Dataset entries
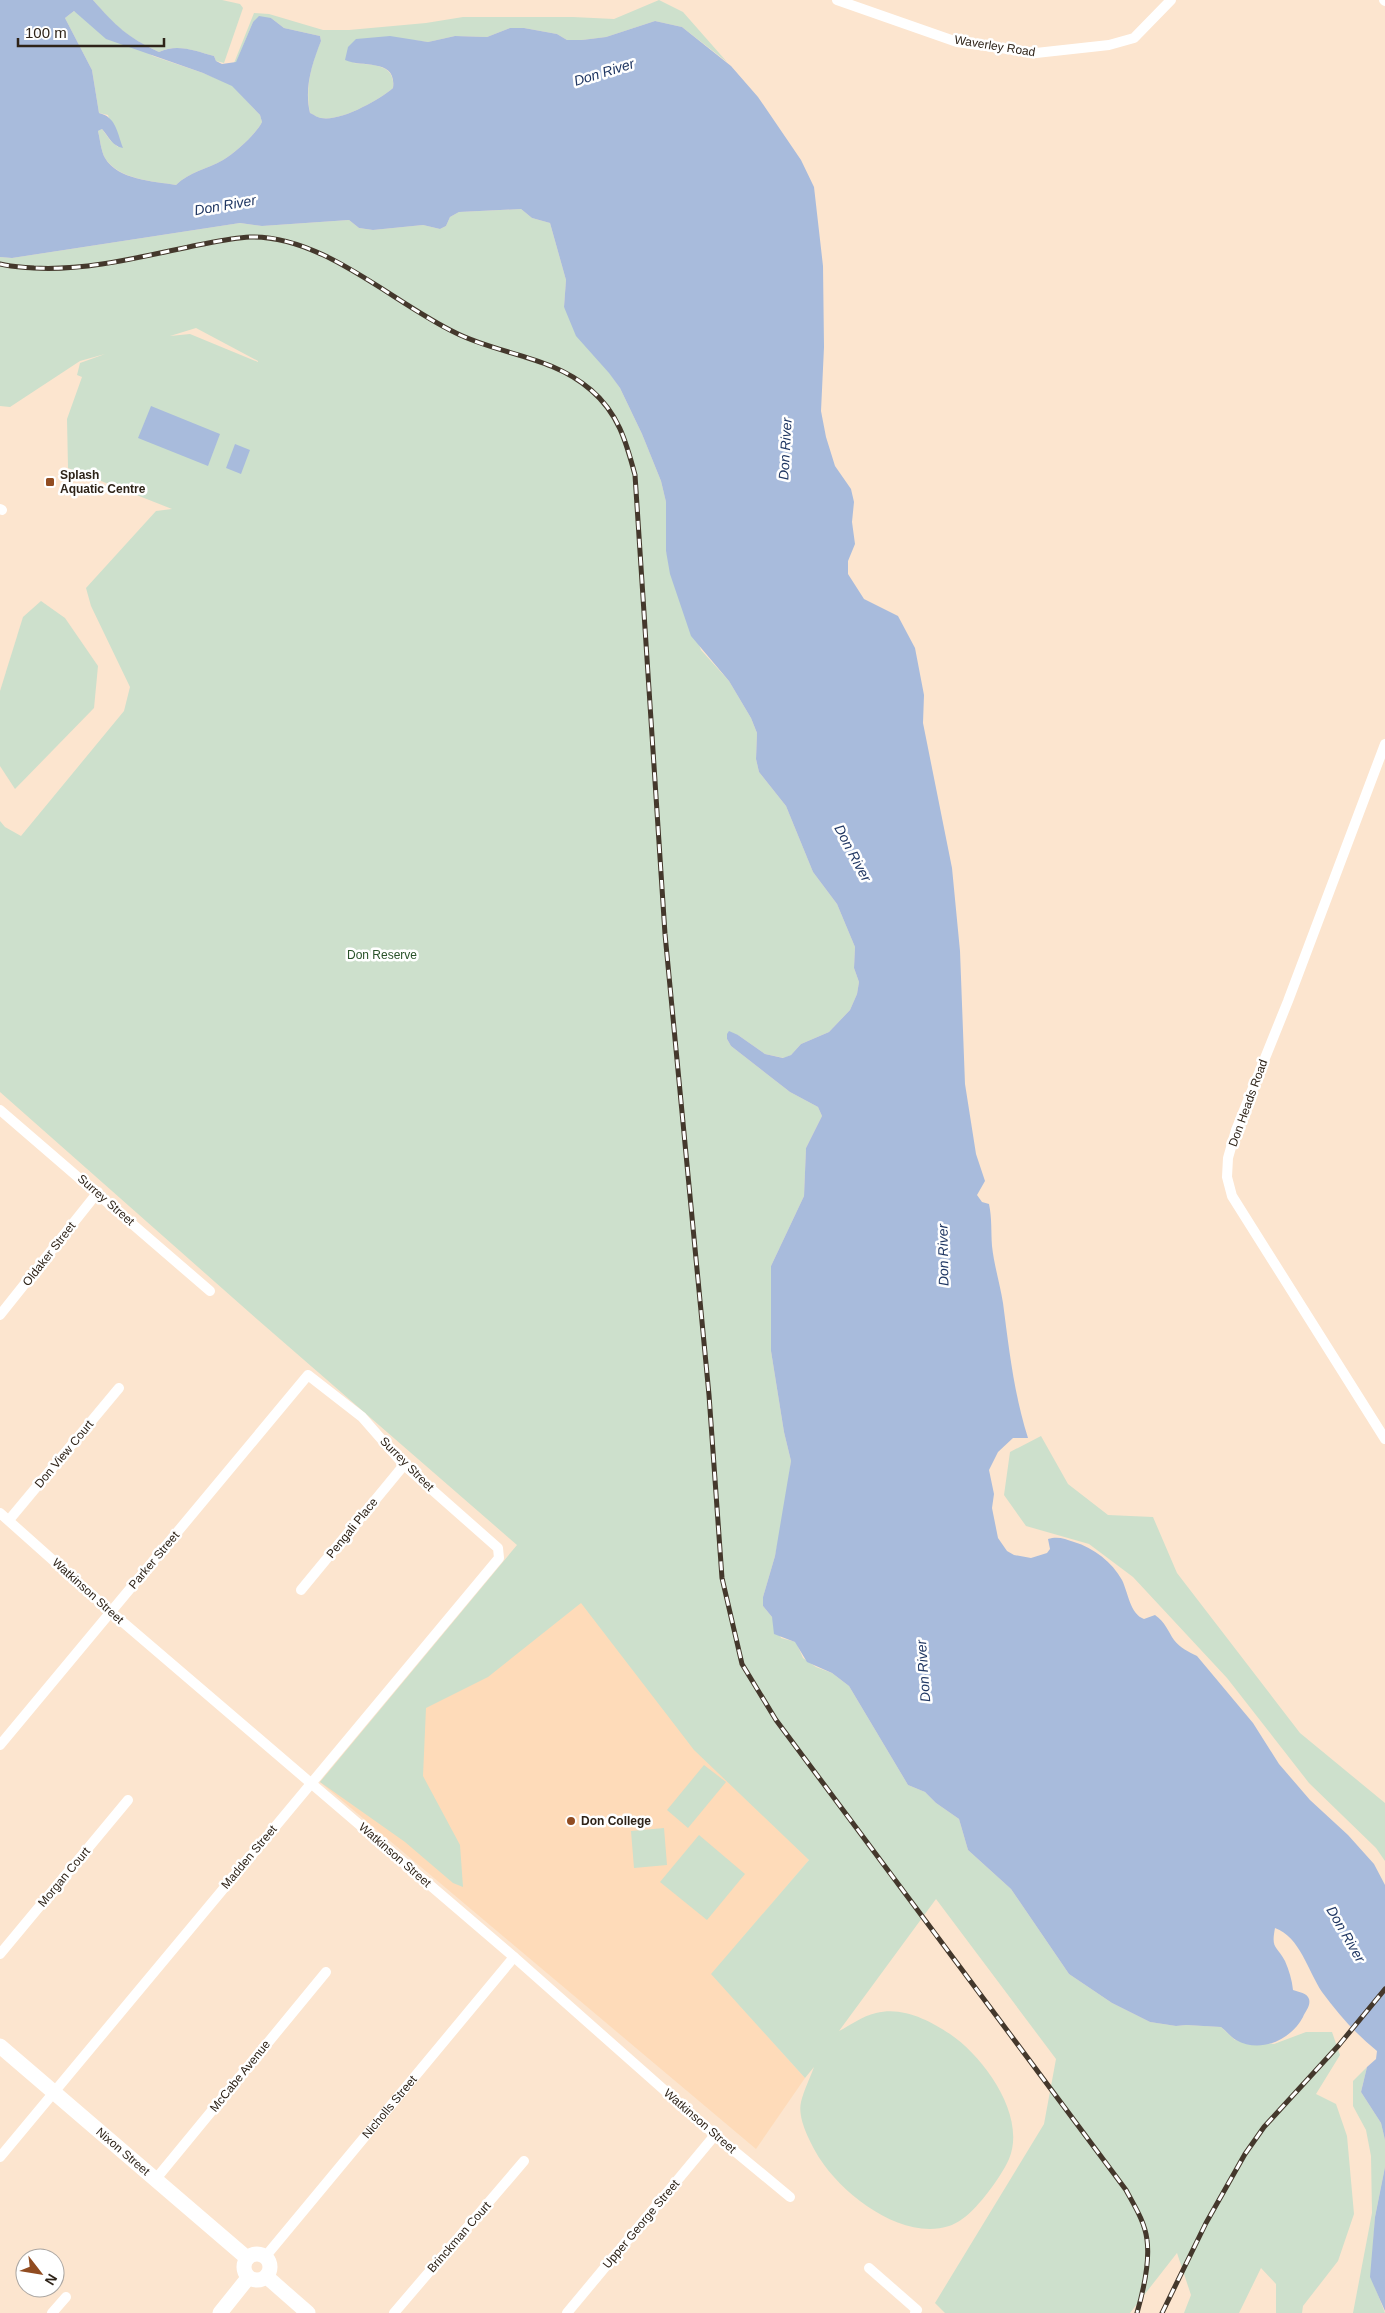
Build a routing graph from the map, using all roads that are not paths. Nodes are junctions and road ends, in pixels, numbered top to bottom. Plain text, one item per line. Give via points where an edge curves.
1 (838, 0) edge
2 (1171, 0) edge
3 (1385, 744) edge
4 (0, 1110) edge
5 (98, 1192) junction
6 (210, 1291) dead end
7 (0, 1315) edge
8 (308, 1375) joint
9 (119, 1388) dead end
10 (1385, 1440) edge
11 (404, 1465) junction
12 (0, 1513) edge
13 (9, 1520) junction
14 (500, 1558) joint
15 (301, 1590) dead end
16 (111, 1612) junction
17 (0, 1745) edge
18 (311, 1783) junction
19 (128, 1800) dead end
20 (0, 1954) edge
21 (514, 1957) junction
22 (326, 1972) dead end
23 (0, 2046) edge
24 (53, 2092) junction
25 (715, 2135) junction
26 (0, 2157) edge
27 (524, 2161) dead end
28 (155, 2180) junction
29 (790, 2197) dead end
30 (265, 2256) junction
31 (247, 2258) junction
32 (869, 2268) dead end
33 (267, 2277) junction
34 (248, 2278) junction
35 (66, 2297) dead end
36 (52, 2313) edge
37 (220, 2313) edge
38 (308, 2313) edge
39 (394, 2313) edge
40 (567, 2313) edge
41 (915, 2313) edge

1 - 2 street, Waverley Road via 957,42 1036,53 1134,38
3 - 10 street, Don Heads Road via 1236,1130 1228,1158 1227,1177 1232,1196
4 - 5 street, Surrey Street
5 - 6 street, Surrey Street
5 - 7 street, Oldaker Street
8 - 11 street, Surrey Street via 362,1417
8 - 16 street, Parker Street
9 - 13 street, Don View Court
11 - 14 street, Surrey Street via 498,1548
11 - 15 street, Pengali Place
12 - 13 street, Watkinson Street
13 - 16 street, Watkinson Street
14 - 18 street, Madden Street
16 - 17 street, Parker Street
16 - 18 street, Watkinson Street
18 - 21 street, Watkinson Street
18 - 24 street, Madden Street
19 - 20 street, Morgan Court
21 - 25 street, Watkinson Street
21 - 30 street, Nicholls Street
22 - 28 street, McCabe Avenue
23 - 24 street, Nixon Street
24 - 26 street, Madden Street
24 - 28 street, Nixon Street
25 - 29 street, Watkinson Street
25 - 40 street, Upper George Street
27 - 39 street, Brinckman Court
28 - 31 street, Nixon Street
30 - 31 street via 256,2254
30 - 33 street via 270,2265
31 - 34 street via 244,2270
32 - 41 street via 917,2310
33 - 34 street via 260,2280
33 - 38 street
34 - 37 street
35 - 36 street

_WORK ITEM_. The answer must restate every entry word for word, with the pictures left out.

_EXPECTED OUTPUT_.
Build a routing graph from the map, using all roads that are not paths. Nodes are junctions and road ends, in pixels, numbered top to bottom. Plain text, one item per line. Give via points where an edge curves.
1 (838, 0) edge
2 (1171, 0) edge
3 (1385, 744) edge
4 (0, 1110) edge
5 (98, 1192) junction
6 (210, 1291) dead end
7 (0, 1315) edge
8 (308, 1375) joint
9 (119, 1388) dead end
10 (1385, 1440) edge
11 (404, 1465) junction
12 (0, 1513) edge
13 (9, 1520) junction
14 (500, 1558) joint
15 (301, 1590) dead end
16 (111, 1612) junction
17 (0, 1745) edge
18 (311, 1783) junction
19 (128, 1800) dead end
20 (0, 1954) edge
21 (514, 1957) junction
22 (326, 1972) dead end
23 (0, 2046) edge
24 (53, 2092) junction
25 (715, 2135) junction
26 (0, 2157) edge
27 (524, 2161) dead end
28 (155, 2180) junction
29 (790, 2197) dead end
30 (265, 2256) junction
31 (247, 2258) junction
32 (869, 2268) dead end
33 (267, 2277) junction
34 (248, 2278) junction
35 (66, 2297) dead end
36 (52, 2313) edge
37 (220, 2313) edge
38 (308, 2313) edge
39 (394, 2313) edge
40 (567, 2313) edge
41 (915, 2313) edge

1 - 2 street, Waverley Road via 957,42 1036,53 1134,38
3 - 10 street, Don Heads Road via 1236,1130 1228,1158 1227,1177 1232,1196
4 - 5 street, Surrey Street
5 - 6 street, Surrey Street
5 - 7 street, Oldaker Street
8 - 11 street, Surrey Street via 362,1417
8 - 16 street, Parker Street
9 - 13 street, Don View Court
11 - 14 street, Surrey Street via 498,1548
11 - 15 street, Pengali Place
12 - 13 street, Watkinson Street
13 - 16 street, Watkinson Street
14 - 18 street, Madden Street
16 - 17 street, Parker Street
16 - 18 street, Watkinson Street
18 - 21 street, Watkinson Street
18 - 24 street, Madden Street
19 - 20 street, Morgan Court
21 - 25 street, Watkinson Street
21 - 30 street, Nicholls Street
22 - 28 street, McCabe Avenue
23 - 24 street, Nixon Street
24 - 26 street, Madden Street
24 - 28 street, Nixon Street
25 - 29 street, Watkinson Street
25 - 40 street, Upper George Street
27 - 39 street, Brinckman Court
28 - 31 street, Nixon Street
30 - 31 street via 256,2254
30 - 33 street via 270,2265
31 - 34 street via 244,2270
32 - 41 street via 917,2310
33 - 34 street via 260,2280
33 - 38 street
34 - 37 street
35 - 36 street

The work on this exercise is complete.